“Wait! You’re supposed to keep me company!”
He waved an arm in the air without looking back. “I’ll return shortly!”
And he did, a treasure trove of warm clothes bundled in his arms and a footman carrying a tray of food following behind him.
She squealed in delight. “Thank you! She took the fur-trimmed velvet coat first and pulled it on, then donned the rest of the items before taking a steaming cup of tea in her hands. “Mama will likely not approve.”
Tobias stepped away from the pedestal. “She intercepted me on my return. You’re right. She does not approve. She seems to think the price of art is starvation and frostbite. But I told her breaking your fast would only take a small amount of time yet would strengthen you for the rest of the day. I reminded her you’ll need lunch, too, but I’m hoping you don’t have to wait that long to descend from that damned thing.” He kicked the pedestal.
“You’ve never been to the party before. You don’t know what it’s like. I’ll be lucky if I don’t have to climb back up here tomorrow.”

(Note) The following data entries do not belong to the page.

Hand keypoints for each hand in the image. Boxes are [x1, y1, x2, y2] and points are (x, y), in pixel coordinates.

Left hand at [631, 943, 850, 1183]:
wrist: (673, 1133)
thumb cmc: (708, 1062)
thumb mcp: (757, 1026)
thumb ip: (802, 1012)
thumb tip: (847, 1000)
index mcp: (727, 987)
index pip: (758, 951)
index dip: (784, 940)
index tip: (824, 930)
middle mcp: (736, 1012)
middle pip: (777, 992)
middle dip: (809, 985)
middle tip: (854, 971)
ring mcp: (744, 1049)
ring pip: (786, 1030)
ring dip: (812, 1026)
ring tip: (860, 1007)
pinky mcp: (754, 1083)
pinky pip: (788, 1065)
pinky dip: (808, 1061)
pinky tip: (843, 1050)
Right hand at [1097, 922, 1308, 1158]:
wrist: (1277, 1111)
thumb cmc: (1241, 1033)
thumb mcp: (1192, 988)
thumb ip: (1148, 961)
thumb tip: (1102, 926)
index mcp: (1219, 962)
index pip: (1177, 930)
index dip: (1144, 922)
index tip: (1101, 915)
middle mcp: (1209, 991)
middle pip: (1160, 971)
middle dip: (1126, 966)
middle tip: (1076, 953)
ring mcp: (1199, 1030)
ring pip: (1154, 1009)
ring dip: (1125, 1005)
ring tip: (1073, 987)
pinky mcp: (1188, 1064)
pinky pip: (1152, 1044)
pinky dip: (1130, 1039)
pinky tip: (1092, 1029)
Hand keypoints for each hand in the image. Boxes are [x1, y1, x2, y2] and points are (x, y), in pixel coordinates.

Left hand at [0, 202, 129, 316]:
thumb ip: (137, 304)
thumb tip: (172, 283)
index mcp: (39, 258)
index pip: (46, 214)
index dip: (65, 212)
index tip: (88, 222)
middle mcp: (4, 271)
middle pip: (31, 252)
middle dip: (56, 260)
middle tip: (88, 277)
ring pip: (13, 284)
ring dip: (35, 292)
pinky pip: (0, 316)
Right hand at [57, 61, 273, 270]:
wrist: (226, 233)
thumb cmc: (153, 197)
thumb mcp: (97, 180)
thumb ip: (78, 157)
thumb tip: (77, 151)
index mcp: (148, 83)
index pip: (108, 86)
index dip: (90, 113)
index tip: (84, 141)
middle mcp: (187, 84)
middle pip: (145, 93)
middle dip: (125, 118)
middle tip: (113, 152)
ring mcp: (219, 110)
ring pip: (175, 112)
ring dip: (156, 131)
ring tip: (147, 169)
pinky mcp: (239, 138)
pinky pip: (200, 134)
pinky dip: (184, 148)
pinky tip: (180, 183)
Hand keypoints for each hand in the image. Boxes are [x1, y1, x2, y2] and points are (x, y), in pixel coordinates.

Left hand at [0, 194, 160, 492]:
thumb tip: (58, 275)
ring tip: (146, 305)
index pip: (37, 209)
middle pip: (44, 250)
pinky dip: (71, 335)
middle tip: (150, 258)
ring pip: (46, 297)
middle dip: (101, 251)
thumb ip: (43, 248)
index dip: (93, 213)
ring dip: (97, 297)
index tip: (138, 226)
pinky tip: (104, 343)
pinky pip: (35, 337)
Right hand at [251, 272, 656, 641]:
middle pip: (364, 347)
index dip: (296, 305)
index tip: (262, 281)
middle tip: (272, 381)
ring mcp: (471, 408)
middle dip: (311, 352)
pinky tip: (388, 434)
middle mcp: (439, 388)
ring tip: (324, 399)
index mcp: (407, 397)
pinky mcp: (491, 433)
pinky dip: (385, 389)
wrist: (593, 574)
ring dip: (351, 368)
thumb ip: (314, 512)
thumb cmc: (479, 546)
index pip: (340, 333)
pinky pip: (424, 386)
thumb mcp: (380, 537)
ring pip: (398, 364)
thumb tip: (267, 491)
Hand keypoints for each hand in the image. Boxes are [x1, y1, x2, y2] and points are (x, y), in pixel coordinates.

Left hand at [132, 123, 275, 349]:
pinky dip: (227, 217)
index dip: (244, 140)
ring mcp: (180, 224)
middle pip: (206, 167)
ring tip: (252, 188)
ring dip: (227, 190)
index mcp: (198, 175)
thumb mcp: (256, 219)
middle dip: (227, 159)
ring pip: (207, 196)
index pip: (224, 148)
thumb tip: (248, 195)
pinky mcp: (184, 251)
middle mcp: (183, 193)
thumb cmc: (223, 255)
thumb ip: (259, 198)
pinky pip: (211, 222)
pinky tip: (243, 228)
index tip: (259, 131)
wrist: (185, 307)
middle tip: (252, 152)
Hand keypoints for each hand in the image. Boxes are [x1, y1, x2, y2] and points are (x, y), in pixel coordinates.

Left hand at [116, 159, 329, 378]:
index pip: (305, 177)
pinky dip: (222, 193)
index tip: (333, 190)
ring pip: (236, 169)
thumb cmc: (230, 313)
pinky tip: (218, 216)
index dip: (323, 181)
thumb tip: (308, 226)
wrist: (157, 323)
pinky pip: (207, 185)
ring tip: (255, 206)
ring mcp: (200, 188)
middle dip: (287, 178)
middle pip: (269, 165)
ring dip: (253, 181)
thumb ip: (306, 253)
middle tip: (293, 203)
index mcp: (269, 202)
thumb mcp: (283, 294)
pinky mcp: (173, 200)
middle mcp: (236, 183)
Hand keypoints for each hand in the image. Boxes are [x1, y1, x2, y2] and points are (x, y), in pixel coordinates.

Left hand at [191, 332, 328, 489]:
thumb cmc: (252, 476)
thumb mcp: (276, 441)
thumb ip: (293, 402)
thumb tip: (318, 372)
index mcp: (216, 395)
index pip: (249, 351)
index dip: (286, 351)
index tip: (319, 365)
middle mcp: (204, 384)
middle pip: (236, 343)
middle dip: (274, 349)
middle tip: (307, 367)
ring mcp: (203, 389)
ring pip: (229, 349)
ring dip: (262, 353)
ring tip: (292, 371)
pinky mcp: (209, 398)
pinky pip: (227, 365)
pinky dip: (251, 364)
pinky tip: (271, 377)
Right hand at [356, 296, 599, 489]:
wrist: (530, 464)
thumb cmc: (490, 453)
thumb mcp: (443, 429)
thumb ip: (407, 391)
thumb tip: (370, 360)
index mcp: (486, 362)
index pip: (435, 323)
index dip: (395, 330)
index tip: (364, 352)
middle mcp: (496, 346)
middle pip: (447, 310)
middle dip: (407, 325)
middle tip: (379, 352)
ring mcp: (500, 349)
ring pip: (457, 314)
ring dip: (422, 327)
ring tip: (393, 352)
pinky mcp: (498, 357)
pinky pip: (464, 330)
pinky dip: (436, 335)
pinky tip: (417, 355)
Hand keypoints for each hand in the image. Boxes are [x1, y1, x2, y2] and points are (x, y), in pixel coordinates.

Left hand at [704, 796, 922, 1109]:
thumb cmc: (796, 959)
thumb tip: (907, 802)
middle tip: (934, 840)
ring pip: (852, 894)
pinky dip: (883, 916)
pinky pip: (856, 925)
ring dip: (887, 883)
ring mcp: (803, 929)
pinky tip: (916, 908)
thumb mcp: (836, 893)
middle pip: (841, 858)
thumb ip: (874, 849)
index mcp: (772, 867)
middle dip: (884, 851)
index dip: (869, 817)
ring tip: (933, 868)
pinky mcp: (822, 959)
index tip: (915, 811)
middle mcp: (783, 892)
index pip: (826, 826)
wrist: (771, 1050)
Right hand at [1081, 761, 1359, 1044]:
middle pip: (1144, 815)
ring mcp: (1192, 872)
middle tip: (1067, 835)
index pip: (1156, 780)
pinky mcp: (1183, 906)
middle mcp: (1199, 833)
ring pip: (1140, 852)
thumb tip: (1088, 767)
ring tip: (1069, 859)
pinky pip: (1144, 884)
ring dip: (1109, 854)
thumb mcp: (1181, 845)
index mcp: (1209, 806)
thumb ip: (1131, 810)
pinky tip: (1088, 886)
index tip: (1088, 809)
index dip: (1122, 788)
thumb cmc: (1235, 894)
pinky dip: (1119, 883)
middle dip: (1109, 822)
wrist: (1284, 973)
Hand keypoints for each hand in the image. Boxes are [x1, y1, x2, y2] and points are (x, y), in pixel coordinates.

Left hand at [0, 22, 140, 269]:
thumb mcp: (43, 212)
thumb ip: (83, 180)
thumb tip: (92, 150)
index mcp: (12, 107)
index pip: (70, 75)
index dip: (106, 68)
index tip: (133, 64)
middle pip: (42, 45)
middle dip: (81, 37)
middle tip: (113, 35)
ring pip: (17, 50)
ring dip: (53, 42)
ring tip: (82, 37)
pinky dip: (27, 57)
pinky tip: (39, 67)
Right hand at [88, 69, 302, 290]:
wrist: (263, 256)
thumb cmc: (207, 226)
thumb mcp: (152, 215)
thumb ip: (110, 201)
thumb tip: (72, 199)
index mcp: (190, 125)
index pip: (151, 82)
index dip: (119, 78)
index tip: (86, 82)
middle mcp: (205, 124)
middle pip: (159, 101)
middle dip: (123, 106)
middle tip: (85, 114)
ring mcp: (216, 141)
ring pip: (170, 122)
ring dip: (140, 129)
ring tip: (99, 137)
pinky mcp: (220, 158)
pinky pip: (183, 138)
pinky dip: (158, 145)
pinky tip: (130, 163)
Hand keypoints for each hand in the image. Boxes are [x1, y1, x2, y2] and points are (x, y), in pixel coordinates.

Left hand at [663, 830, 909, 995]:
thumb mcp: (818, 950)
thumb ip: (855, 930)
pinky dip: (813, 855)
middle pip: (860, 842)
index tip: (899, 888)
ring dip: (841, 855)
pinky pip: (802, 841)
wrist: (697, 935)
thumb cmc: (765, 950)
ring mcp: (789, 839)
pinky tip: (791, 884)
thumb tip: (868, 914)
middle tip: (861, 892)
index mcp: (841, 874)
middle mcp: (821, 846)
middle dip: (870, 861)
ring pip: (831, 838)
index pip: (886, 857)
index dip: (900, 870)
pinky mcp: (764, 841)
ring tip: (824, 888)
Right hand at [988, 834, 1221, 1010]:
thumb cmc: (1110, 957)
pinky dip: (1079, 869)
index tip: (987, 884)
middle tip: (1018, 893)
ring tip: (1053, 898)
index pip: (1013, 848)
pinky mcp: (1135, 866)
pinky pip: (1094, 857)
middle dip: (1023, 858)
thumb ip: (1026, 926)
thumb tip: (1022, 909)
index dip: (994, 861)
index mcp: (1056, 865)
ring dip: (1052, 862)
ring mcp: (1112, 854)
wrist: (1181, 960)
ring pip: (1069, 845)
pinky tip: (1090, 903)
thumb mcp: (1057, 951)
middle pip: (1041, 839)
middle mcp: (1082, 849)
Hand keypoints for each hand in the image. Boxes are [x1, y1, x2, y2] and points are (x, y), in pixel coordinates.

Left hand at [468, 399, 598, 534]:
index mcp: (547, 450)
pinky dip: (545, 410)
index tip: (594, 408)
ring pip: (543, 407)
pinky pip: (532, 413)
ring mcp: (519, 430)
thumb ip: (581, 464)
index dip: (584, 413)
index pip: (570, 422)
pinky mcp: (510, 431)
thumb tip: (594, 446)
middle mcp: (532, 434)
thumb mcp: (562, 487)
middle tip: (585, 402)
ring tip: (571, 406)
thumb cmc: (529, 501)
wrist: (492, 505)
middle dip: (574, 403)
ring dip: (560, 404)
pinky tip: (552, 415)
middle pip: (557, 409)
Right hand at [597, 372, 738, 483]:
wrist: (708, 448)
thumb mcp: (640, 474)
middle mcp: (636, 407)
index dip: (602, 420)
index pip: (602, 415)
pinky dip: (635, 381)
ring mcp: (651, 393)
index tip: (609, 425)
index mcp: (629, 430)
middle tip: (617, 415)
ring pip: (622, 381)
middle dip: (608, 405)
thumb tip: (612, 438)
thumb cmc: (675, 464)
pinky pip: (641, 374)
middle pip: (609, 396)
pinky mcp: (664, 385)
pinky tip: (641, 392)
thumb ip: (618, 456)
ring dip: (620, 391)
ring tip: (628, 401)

He pulled back, eyes wide, mouth hanging open like a fish. “Tomorrow? For what?”
“Art takes time, don’t you know.”
He crossed his arms and grumbled something she couldn’t hear.
“Pardon?”
“I was simply saying this is a lovely event your parents host. Not at all lacking in priorities.”
She laughed. “Art is theonlypriority, Mr. Blake.”
He stepped closer, craning his head back to look up at her. “I disagree if it leaves you hungry and cold.”
Maggie shivered, but not from the cold. She couldn’t marry him. She couldn’t.
He was an artist, and he lived his life to upset his father. Could she marry a man whose only goal was to see his father annoyed and sputtering? And all because the man dared to leave his life’s work to his son upon his death.
If her parents could leave anything other than debt for Raph, her other brothers, and herself to inherit, she’d welcome it. Alas, they could not.
“Too-bright cravat for your thoughts, Lady Magnificent?”
She startled at Tobias’s scratchy voice and turned to him. Their gazes caught and tangled, and she managed a lighthearted smile.
“I was simply thinking how poorly you’re accomplishing your self-assigned task of keeping me amused. If I frown, what will the artists do?”
“Draw you frowning,” he drawled.
“Come, you are more creative than this.”
The corner of his mouth hitched up in an almost smile, his eyelids lowered, hiding his expression, and he quickly trained the line of his lips into a contemplative moue. “Your obviously high expectations for my wit inspire me to new heights. Let’s see.” He ambled closer, arms crossed over his chest, one hand drumming his fingers on the other bicep. He stopped before her and looked up. She stood still as a statue and looked down, waiting.
“Should you frown, the assembled artists’ hearts will break. And a sound, louder than the church bells of London all ringing at once, will echo through the garden, the hills, down the roads, and across the channel so that even those on the Continent will know what it sounds like when fifty artists’ hearts break all at once.”
She suppressed a smile, a laugh. “Then what?”
“My, you’re demanding.”
She blinked at him. Tapped her foot.
“Then, since you must know, I abscond with you to parts unknown while everyone is still reeling from the cumulative heartbreak.”
“Wouldn’t you be reeling, too?”
“I’d shove cotton in my ears and be the only man in England—nay, the world—with intact eardrums.”
She did smile then. She could not help it. Her very heart seemed to want to smile around Mr. Tobias Blake. “You are ridiculous, Mr. Blake.”